During my rained-in days, I continued to dream of the basilicas I had studied in my guidebooks. Yet, I learned the most from Margaret Visser’s book, The Geometry of Love: Space, Time, Mystery, and Meaning in an Ordinary Church (Perennial, 2001). In Visser’s analysis of Sant'agnese Fuori le Mura, an early Christian basilica in Rome, she notes that people come to a church to take part, not to view. Essentially, she argues that the mosaics served to aid the faithful in their faith journey and were best understood with attention to the architects’ and artisans’ original intentions, which were focused on the Christian ceremonies.

Luckily, before I left Ravenna, the rain subsided, and the basilicas reopened. With Visser’s work in mind, I set out to interact with the basilica’s architecture, not as an eager student, but as a devout faithful preparing to assist at the sacred liturgies.

San Apollinare Nuovo interior
The interior of San Apollinare Nuovo.

I sprinted to San Vitale and San Apollinare Nuovo before catching my departing train to Rome where I would be flying back to the United States. Standing in the nave, or central gathering space, I took note of the light sources and where I would have to be to see certain mosaics. For example, at San Apollinare Nuovo, the gold tesserae softly gleamed under the light from two large upper windows, and I imagined how candlelights might have illuminated the space in the past during an evening mass or divine liturgy.

Additionally, as a central-plan basilica in an octagonal shape, San Vitale’s mosaics should be viewed from the church’s original, but now inaccessible, entrance vestibule, rather than from the side entrance where tickets are checked today. From this perspective, one directly sees the apse, or semicircular central back wall, and is greeted by a mosaic of Christ the Redeemer offering a glorious crown to Saint Vitalis, an early martyr. I found it striking that, from my position at the original entrance, the famous mosaics of Emperor Justinian and Empress Theodora flanking the apse could barely be seen. Yet, a simple circumambulation of the basilica brought these mosaics into better view.

Their placement, it seems, intentionally invites one to make a procession around the church and gently draws them closer to the altar.

By completing the workshop, I better understood the integral role that mosaic artisans had in the completion of a basilica, as their mosaics transformed a bare assembly hall into an ornate space for worship. Today, the early Christian basilicas still serve as precedents for architects who wish to design spaces that follow a narrative and integrate artwork, especially handcrafted art forms, in ways that enhance the audience’s participation within a site, whether sacred or secular.

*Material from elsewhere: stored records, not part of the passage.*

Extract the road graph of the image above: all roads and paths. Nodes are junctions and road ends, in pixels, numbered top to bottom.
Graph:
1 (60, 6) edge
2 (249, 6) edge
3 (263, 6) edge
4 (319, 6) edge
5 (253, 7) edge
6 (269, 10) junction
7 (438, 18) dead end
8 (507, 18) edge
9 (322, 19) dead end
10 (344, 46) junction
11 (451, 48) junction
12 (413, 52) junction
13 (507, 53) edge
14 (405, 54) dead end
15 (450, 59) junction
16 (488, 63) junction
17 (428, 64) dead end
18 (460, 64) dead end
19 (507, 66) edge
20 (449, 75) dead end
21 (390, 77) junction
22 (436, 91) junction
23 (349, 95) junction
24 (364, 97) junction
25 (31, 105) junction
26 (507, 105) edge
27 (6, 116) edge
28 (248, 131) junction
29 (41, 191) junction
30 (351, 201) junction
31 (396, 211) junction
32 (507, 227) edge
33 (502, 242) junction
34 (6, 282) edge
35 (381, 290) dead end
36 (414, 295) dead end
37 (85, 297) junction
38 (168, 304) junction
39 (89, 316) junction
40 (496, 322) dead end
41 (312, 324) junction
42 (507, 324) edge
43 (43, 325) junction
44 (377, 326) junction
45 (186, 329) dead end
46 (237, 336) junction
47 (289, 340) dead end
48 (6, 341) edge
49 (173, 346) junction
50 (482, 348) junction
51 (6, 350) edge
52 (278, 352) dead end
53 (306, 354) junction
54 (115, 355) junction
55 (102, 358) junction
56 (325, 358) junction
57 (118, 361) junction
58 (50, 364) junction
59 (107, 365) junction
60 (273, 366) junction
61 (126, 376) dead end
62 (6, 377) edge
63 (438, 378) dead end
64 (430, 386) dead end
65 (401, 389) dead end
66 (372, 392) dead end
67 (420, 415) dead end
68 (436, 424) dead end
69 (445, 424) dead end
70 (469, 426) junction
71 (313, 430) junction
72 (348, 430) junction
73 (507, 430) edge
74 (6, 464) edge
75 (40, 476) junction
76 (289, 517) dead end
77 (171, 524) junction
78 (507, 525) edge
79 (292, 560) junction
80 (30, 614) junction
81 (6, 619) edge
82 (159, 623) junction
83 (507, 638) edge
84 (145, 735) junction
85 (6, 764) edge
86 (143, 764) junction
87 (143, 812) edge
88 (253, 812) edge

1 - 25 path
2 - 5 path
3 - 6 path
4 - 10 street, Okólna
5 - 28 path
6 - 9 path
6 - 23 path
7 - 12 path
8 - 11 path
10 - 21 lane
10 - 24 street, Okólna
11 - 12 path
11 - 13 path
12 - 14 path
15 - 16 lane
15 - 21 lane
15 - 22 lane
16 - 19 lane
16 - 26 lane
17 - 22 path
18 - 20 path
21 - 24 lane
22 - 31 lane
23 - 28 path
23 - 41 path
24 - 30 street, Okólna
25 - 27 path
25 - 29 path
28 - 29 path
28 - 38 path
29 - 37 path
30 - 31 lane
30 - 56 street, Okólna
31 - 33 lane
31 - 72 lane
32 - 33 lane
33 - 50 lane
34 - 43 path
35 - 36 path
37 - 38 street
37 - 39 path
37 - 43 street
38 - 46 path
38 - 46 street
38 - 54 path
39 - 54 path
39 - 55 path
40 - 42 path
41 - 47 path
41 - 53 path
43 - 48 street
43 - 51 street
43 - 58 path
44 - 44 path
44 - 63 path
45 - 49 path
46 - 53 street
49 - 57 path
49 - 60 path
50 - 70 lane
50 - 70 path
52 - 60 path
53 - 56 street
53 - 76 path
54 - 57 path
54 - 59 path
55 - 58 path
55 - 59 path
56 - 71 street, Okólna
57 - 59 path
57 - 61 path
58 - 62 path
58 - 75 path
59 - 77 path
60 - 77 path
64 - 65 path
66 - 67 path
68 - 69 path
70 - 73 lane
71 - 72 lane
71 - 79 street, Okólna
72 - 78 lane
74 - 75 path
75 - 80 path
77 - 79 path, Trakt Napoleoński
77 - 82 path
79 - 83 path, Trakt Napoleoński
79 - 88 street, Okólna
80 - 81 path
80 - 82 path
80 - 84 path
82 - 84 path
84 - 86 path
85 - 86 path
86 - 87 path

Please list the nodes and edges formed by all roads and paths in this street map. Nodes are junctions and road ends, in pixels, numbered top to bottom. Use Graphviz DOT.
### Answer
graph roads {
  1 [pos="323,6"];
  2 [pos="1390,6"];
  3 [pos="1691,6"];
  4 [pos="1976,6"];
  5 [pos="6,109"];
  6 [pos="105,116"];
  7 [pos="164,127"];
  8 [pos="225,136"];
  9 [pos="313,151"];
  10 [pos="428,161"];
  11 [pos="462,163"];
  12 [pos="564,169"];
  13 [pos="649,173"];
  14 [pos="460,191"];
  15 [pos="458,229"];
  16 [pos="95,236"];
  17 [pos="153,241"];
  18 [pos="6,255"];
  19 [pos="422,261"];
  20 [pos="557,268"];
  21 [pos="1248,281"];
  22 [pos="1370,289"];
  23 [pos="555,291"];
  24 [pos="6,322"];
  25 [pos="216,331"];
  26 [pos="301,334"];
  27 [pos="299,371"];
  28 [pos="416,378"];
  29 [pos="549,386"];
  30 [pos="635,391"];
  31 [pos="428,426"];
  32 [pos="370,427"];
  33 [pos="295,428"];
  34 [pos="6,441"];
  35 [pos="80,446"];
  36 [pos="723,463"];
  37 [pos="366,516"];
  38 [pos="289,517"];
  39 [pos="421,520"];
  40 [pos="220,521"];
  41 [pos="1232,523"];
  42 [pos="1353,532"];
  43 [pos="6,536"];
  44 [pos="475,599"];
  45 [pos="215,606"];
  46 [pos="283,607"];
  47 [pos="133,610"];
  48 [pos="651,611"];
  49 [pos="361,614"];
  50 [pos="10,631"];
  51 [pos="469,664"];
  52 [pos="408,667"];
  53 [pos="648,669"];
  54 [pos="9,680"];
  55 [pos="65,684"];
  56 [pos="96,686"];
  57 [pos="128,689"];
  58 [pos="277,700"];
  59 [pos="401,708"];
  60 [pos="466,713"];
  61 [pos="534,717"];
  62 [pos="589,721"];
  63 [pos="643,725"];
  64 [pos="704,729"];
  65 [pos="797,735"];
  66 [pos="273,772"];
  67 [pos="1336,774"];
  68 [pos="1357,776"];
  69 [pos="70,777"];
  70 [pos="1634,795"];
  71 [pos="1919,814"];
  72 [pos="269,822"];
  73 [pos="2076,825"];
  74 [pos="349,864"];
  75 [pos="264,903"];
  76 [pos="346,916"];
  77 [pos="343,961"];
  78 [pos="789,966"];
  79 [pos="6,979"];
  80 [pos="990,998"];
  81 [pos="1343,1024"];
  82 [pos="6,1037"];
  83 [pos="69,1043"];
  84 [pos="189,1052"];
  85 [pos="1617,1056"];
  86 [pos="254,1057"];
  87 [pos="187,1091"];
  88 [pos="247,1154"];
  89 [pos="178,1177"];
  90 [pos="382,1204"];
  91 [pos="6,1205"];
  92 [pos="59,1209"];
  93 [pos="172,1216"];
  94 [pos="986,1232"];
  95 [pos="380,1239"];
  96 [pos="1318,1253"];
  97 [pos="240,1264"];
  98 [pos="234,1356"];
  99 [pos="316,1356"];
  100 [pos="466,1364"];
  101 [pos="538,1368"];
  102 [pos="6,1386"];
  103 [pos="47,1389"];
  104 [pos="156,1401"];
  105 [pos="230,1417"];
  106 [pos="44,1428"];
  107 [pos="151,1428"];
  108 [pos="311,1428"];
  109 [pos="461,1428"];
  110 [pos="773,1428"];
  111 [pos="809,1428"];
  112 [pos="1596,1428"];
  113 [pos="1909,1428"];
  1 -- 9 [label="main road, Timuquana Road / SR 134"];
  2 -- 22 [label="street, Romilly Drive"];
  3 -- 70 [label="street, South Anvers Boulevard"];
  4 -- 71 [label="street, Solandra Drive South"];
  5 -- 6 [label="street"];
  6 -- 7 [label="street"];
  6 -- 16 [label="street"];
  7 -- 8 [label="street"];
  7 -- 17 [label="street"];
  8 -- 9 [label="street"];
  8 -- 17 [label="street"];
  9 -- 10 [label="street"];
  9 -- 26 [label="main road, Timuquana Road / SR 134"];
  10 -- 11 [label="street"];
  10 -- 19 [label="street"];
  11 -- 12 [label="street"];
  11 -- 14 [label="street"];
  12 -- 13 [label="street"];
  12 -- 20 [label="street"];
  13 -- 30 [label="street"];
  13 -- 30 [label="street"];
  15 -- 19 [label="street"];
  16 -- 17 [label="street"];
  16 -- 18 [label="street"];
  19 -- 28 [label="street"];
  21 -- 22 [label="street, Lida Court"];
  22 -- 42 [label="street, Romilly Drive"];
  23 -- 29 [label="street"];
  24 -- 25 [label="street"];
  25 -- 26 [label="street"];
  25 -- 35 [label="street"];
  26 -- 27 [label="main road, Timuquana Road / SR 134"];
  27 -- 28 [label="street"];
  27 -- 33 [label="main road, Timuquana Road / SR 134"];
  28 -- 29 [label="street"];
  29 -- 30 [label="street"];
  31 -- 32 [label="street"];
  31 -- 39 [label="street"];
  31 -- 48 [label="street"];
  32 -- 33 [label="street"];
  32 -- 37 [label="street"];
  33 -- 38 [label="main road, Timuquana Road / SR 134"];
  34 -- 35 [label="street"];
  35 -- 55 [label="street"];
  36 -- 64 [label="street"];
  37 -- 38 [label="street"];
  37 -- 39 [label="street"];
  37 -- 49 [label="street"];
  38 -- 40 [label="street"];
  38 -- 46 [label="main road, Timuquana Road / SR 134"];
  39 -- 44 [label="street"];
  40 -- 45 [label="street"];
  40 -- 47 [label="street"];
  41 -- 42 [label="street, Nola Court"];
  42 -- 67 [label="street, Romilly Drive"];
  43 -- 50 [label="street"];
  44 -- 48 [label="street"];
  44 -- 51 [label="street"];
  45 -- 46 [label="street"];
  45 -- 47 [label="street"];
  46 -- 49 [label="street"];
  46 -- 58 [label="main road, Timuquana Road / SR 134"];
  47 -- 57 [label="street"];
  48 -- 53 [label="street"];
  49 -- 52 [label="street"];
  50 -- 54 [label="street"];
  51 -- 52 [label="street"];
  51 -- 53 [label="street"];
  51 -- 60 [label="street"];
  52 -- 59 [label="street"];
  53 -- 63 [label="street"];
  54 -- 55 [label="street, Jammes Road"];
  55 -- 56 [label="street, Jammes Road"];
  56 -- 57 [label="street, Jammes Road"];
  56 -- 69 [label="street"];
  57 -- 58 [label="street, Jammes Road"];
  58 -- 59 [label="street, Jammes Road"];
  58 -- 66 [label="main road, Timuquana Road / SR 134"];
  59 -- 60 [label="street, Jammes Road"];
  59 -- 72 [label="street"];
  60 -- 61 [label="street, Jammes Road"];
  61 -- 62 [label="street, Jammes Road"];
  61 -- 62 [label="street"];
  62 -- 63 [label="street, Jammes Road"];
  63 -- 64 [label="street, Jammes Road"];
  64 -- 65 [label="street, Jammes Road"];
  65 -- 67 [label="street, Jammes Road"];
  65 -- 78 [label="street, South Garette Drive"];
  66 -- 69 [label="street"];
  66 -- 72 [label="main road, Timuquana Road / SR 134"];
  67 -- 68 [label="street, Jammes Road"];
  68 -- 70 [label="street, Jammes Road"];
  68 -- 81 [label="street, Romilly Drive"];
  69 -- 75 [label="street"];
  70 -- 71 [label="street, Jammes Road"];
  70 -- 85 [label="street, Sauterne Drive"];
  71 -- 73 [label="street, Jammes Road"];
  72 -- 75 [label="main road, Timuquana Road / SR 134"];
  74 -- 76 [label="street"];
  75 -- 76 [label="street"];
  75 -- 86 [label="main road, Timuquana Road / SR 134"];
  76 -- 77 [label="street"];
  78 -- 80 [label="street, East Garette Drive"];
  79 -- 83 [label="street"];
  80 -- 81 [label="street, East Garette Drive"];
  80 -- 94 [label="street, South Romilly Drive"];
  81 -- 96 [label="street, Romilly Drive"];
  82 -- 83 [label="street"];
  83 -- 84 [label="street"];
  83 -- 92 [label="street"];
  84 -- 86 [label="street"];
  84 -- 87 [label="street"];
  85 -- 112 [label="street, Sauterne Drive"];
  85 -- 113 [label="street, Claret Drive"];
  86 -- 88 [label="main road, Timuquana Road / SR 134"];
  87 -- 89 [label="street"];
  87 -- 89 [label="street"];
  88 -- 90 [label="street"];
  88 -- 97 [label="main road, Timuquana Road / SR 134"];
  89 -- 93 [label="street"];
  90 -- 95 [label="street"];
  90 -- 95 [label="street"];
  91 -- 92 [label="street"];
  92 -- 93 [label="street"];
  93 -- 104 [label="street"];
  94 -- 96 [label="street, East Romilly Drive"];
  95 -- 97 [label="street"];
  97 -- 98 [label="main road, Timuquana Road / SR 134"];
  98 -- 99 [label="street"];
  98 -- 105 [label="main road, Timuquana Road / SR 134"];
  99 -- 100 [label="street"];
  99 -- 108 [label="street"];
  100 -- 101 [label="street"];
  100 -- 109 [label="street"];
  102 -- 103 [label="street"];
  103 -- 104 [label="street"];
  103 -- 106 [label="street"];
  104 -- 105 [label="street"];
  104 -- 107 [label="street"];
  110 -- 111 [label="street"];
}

On leaving Ravenna with two mosaics in hand, I was confident that the icons helped the basilica preach the narratives of Faith and Catholic tradition from its walls. Now, when I look back at my snapshots of the mosaics in the basilicas, I not only see the glorious faces of Christ, Mary, and the saints but also the humble faces of the mosaicists, cutting apart tesserae for the greater glory of God.

Read about other students' experiences on Nanovic Navigator

 

San Vitale Detail of Mystical lamb
A close-up of the detail of the mystical lamb in San Vitale.

1 For more on Byzantine religious icons see Osbert Lancaster, Sailing to Byzantium: An Architectural Companion (London: John Murray, 1969).